◆ Your instructions: Take from the data every line in which the word "tarjetas" is found.

Segment Start: Source material

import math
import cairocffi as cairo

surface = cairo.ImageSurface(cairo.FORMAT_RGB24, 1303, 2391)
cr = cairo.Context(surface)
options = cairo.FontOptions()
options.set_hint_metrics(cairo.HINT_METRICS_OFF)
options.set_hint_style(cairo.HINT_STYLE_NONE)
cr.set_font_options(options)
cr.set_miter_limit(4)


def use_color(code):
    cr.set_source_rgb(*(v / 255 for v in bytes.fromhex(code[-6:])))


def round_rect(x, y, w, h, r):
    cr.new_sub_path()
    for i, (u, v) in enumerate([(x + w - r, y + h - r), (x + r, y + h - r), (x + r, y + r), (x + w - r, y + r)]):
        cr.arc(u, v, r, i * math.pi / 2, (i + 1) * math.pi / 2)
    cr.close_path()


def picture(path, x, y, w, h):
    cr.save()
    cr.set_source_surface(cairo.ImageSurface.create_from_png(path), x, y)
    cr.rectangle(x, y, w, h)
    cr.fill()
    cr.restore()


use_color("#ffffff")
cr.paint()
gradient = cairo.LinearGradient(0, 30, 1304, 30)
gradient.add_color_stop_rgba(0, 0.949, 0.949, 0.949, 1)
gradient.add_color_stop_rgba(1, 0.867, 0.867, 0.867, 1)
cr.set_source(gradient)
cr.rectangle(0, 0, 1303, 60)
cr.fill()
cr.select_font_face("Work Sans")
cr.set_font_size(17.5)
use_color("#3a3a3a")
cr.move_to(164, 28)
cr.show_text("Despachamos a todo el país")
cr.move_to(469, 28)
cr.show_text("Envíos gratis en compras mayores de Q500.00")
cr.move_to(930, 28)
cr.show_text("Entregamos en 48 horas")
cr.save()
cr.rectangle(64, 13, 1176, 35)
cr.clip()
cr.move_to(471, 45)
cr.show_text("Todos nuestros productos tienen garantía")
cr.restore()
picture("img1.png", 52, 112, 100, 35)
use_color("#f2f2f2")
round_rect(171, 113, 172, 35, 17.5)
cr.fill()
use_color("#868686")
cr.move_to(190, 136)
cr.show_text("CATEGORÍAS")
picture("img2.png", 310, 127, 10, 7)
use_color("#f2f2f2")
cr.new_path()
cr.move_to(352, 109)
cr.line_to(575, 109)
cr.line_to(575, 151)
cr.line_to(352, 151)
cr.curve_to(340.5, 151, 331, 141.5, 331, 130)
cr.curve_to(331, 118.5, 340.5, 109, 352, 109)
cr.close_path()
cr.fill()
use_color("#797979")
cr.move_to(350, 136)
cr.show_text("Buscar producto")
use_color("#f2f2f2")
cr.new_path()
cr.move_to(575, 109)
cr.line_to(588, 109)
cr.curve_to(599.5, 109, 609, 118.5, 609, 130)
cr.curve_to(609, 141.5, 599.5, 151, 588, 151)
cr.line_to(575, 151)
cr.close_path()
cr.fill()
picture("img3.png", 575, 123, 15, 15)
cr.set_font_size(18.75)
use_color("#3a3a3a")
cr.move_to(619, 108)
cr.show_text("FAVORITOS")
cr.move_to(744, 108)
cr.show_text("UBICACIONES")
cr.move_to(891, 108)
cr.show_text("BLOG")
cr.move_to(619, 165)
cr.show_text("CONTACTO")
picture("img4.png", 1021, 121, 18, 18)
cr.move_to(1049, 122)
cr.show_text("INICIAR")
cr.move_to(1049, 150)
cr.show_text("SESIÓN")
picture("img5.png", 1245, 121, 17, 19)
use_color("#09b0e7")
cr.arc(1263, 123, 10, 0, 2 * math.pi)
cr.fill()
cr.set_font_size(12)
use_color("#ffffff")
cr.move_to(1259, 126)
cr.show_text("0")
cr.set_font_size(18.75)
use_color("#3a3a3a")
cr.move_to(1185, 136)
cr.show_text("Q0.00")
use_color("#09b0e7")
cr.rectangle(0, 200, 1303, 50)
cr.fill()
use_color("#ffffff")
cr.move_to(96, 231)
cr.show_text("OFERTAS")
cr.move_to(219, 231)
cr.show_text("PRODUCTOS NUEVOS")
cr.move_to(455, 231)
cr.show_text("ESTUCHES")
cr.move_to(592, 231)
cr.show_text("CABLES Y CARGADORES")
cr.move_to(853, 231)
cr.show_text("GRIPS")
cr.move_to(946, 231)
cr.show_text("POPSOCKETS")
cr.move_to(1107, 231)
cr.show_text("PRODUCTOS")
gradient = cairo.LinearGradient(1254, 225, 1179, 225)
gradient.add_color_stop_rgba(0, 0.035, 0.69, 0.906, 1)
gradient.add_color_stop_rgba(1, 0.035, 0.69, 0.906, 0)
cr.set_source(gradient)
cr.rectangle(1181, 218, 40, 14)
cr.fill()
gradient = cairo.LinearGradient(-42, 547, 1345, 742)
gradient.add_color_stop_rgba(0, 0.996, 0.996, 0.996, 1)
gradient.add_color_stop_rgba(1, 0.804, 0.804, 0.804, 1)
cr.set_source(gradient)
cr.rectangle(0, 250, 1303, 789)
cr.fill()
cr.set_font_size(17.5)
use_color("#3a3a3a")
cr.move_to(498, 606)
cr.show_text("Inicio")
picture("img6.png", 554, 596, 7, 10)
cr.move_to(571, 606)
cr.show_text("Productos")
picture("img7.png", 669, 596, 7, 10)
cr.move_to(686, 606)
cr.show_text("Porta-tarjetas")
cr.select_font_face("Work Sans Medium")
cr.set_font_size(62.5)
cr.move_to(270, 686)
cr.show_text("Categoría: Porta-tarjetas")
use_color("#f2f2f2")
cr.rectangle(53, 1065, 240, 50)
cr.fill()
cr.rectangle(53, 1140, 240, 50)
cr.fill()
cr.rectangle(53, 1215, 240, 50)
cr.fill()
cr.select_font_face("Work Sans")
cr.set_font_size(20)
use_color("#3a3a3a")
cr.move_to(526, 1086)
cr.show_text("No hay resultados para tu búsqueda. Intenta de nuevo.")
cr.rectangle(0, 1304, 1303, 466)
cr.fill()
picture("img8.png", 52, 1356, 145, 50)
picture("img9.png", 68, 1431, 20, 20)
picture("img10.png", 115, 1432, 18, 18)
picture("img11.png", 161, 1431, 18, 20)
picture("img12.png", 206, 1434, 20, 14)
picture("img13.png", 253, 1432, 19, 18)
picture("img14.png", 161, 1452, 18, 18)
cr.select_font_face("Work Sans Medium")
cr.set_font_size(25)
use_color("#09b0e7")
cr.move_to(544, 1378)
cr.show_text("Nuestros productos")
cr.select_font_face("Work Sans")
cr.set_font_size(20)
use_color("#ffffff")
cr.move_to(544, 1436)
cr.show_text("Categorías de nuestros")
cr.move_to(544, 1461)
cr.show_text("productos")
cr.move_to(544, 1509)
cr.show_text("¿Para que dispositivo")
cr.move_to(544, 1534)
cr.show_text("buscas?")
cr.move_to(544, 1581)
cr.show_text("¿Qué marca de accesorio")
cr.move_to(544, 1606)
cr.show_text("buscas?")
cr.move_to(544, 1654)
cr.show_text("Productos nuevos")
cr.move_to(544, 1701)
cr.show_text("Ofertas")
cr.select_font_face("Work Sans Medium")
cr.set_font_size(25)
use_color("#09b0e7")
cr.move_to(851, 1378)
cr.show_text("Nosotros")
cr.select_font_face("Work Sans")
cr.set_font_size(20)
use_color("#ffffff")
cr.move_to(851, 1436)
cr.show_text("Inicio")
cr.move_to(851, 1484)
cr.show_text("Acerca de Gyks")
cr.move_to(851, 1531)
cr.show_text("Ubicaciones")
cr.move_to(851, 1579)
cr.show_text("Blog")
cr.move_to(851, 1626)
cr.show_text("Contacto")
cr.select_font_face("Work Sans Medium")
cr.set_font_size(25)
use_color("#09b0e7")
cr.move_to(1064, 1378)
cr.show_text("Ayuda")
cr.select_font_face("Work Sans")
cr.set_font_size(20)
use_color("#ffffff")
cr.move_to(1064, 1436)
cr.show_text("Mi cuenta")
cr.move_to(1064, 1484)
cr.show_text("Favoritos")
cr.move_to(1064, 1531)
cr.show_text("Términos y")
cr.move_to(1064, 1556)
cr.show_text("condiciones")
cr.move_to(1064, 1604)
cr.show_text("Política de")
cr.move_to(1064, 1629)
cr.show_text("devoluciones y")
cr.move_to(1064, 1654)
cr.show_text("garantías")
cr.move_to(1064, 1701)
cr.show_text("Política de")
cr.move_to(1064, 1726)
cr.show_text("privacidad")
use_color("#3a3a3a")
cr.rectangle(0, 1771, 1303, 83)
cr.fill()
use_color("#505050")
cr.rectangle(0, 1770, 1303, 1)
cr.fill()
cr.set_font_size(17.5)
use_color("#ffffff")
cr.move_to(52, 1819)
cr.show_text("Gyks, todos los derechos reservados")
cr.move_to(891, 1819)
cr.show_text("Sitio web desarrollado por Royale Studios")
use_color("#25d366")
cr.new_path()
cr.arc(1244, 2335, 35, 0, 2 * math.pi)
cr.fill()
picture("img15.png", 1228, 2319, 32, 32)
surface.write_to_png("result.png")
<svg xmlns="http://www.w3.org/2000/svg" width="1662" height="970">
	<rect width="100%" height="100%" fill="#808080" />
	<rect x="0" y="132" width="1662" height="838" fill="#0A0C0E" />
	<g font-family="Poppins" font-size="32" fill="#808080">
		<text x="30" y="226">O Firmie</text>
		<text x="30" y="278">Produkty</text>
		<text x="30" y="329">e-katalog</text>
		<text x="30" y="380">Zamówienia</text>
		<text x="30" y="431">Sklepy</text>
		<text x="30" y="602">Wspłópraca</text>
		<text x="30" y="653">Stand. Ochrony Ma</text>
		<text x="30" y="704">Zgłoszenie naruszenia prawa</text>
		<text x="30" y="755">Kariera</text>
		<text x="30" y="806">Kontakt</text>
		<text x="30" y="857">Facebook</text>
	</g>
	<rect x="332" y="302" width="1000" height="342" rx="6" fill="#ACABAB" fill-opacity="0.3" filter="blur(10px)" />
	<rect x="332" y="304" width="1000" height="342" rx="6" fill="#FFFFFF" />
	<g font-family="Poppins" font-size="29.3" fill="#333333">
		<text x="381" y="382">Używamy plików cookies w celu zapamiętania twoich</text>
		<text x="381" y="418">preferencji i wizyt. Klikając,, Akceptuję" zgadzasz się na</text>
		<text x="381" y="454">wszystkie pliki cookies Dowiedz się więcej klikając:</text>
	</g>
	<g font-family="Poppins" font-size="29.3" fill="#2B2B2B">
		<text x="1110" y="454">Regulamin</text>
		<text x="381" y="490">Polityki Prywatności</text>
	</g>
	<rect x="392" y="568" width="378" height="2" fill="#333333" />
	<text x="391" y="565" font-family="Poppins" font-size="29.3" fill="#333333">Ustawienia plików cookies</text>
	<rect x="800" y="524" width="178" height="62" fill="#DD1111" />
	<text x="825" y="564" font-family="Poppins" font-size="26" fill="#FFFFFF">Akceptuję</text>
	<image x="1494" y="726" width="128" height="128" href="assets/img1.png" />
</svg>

Segment End: Source material

◆ Result:
cr.show_text("Porta-tarjetas")
cr.show_text("Categoría: Porta-tarjetas")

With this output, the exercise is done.